In the West Midlands, Birmingham and Solihull Mental Health NHS Foundation Trust, Midlands Partnership Foundation Trust, St Andrew's Healthcare and Coventry and Warwickshire Partnership Foundation Trust are working together through the Reach Out Provider Collaborative to improve adult secure care services.
The collaborative was part of the first wave of "new care models" selected by NHS England following the Five Year Forward View for Mental Health, published in 2016. In line with that publication's recommendation to allow providers to manage budgets of specialised services, the collaborative set out to improve the delivery of secure mental health care services across the region. Over time the collaborative expanded in 2021 to include secure inpatient learning disability and autism services.

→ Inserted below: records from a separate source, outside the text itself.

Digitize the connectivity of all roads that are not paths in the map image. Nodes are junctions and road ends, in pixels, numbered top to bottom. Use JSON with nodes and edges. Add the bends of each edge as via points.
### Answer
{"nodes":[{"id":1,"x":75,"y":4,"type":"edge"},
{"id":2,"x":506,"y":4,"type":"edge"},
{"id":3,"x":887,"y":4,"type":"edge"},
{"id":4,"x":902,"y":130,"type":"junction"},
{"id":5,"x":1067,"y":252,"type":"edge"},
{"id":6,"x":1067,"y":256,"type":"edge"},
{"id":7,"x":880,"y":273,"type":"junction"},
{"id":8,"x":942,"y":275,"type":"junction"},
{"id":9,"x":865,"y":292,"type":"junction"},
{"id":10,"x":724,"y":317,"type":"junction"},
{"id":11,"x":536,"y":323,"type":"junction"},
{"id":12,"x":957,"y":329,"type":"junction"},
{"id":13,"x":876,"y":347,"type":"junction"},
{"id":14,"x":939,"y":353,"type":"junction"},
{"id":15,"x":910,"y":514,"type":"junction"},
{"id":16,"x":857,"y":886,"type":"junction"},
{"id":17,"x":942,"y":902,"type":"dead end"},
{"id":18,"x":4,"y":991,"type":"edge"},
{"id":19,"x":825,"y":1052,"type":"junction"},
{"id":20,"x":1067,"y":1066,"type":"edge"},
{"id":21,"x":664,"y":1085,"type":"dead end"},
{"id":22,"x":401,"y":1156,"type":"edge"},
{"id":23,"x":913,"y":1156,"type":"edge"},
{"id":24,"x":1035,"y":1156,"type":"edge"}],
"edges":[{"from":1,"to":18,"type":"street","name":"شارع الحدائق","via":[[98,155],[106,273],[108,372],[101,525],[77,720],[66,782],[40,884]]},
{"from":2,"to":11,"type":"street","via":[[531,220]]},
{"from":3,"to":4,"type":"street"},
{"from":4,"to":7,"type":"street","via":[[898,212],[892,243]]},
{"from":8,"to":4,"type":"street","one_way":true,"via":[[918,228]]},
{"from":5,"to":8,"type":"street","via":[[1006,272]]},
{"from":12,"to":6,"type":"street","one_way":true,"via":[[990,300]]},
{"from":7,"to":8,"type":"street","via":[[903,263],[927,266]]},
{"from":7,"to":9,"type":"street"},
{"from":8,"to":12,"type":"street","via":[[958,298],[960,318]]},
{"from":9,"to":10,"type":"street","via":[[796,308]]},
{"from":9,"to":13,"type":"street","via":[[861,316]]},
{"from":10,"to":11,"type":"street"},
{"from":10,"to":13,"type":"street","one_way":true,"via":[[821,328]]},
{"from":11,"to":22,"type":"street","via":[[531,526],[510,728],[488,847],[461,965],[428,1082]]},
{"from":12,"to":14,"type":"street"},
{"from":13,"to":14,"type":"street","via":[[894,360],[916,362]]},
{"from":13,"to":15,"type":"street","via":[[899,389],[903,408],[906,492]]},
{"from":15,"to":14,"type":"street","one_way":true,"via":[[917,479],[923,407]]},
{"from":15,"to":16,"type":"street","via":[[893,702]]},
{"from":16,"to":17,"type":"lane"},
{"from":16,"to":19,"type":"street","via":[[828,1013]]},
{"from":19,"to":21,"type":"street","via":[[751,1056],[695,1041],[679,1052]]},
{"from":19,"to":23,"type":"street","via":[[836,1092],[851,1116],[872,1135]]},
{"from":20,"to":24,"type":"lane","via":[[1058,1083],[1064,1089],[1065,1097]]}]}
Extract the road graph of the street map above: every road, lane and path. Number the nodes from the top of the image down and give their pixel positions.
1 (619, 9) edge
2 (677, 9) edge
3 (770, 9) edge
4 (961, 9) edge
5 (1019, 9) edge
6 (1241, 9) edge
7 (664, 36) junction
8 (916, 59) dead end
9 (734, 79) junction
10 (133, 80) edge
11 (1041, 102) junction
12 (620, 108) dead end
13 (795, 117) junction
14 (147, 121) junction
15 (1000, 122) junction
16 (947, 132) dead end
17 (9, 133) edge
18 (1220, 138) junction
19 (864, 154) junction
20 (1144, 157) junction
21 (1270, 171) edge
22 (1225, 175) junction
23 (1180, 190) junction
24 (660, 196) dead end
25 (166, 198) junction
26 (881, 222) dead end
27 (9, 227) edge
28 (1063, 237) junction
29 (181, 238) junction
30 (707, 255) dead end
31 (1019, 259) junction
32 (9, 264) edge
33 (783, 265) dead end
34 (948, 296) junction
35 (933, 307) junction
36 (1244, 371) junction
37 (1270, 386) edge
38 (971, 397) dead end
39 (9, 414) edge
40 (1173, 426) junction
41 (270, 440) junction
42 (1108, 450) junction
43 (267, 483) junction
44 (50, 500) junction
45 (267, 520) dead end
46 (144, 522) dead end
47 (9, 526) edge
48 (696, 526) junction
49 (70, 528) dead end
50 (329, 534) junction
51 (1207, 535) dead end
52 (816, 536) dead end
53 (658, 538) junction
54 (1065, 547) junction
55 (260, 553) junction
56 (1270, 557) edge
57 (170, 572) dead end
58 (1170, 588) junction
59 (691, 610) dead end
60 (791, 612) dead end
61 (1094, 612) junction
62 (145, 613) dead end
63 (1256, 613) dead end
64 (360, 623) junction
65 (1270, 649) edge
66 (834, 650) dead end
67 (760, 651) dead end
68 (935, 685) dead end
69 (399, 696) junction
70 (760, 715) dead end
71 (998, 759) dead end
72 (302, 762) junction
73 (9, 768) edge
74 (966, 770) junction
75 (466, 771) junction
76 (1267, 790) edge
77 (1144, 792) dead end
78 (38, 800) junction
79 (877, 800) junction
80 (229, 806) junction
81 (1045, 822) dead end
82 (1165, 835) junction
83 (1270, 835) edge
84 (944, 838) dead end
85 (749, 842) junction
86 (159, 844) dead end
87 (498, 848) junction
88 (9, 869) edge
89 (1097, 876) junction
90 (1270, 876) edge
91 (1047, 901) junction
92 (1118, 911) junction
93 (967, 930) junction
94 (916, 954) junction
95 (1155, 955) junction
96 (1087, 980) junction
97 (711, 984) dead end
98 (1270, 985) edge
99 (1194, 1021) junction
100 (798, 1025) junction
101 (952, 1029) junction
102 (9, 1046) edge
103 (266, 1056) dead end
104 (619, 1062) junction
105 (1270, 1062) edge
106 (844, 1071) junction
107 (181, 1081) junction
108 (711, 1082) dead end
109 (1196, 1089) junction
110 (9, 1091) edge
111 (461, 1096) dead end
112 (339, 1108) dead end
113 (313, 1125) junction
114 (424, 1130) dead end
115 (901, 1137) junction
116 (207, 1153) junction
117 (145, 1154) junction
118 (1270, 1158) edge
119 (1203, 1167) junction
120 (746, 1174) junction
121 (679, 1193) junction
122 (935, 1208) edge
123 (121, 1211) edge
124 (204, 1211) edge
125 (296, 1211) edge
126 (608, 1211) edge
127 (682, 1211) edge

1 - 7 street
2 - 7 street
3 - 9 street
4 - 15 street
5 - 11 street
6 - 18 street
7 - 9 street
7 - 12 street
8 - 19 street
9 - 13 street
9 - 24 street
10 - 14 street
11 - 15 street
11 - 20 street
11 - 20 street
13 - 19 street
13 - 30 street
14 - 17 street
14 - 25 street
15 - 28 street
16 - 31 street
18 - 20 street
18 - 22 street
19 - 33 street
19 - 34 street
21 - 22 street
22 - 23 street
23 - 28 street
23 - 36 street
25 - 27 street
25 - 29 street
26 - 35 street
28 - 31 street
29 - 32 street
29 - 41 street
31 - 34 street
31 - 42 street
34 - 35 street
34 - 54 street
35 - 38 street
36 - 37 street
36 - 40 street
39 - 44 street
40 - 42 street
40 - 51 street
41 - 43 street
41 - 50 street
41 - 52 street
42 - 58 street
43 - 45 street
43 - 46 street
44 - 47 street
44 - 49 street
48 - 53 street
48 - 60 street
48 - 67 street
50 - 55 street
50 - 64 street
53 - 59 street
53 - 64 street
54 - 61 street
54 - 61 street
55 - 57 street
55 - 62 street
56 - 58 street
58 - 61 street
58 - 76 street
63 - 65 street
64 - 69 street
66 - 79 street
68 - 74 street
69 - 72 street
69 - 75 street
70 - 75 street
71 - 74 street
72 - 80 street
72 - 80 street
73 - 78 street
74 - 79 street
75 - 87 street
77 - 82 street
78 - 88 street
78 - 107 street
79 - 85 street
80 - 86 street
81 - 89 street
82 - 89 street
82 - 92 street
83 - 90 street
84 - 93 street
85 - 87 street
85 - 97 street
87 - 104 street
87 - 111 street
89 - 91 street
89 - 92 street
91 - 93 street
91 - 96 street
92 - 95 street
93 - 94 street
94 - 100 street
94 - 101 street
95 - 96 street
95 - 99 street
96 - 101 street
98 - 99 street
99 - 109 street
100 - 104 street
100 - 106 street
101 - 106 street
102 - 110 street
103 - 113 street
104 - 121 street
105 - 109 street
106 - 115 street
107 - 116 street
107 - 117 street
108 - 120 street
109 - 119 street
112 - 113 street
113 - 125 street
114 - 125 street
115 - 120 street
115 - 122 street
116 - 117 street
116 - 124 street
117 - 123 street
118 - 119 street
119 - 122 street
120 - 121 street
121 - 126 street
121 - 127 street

From October 2021, NHS England began commissioning adult secure care services through a lead provider model. Under these arrangements, one trust holds a long-term contract covering a wide range of services, which it can then provide itself, or subcontract to other providers. In effect this transfers much of the responsibility for arranging and transforming services to the collaborative. On behalf of the Reach Out Provider Collaborative, Birmingham and Solihull NHS Foundation Trust took on the lead provider role. Under this arrangement, there is a robust decision-forming and decision-taking framework across the collaborative through strategic and professional input from the partners. The final decision taking sits within the lead provider commissioning committee, supported by the collaborative's executive team.
By working together and at scale, the collaborative has sought to improve secure services by providing them closer to home and in the least restrictive settings possible. Since implementing its new care model in 2017, the collaborative has made significant improvements to the care of people requiring access to services at low and medium secure care inpatient levels. This has been brought about by:
- a shared ambition to improve adult secure care for people in the West Midlands;
- improved clinical collaboration across the three partners;
- a focused case management team to review quality and focus on pathway facilitation on those in- and out-of-area;
- increased understanding of the needs of patients, and monitoring whether these needs are being met;
- improved data and analytics to understand pressures, trends, opportunities and potential problems.
The partners have also shared a key focus on quality, with a number of quality initiatives being recognised as national exemplars, and clinical innovation – such as co-producing an innovative 'blended' model to support women transitioning between medium and low secure services.
The collaborative has developed and embedded a robust co-production approach and infrastructure for working with experts-by-experience. All transformation workstreams have people with 'lived experience' involved to drive change by bringing their voice and supporting clinicians to improve how services are delivered. These activities are helped through training and support to enable true coproduction and design, and by a reward and recognition policy to compensate for people's time and input.
By working together since March 2017, the collaborative has made progress in reducing:
- mental health inpatient population by 11% (536 down to 479), and learning disability and autism (LDA) inpatient population by 60% (162 down to 64) by December 2024; and
- mental health out-of-area population by 54% (166 down to 76), and LDA out-of-area population by 73% (91 down to 25) by December 2024.
The collaborative refocused its care model which enabled a much more efficient use of resources, by reducing out of area placements, cutting length of stay and readmissions, and accelerating discharges into the community. The reduction in out of area mental health inpatient population resulted in significant savings which have been re-invested into community forensic mental health teams (FIRST).
The FIRST team provides intensive support for patients transitioning from a secure setting into the community by bringing together a multi-disciplinary team of consultant psychiatrists, advanced nurse practitioners, community psychiatric nurses, occupational therapists, support workers, peer support workers and social workers. These professionals can then offer each patient a tailored and holistic package of support. This approach empowers patients by involving the individual, their family and carers in all stages of care planning. The peer support workers, who are former service users, support current patients through their recovery and stepping down into community. Secondary care and criminal justice services are provided alongside support workers and social workers – as well as case managers who ensure alternatives to admission are appropriately considered. This ensures a continual focus on community-based interventions.
The success of this model and the return on investment can be evidenced by growth in numbers of patients supported in the community from 110 in 2017 to 230 in December 2024; 108% growth. And these numbers don’t represent the patients who are further stepped down from community forensic support into non-secure pathways.
The collaborative has also heavily invested in health inequalities, physical health, environment, transport and digital health to improve access, experience and outcomes of patients. They have recently approved a two-year pilot programme to introduce a community rehabilitation service to support timely discharge from women’s inpatient services. This pilot aims to improve service user experience and reduce overall costs by reducing length of stay.
The collaborative is now working closely with the six ICBs and providing non-recurrent funding into non-secure community pathways to support seamless stepdown between services and ensuring care in the least restrictive setting possible. This will be achieved through building capacity and capability both within the secure and non-secure community services through liaison schemes and developing relationships and mutual processes.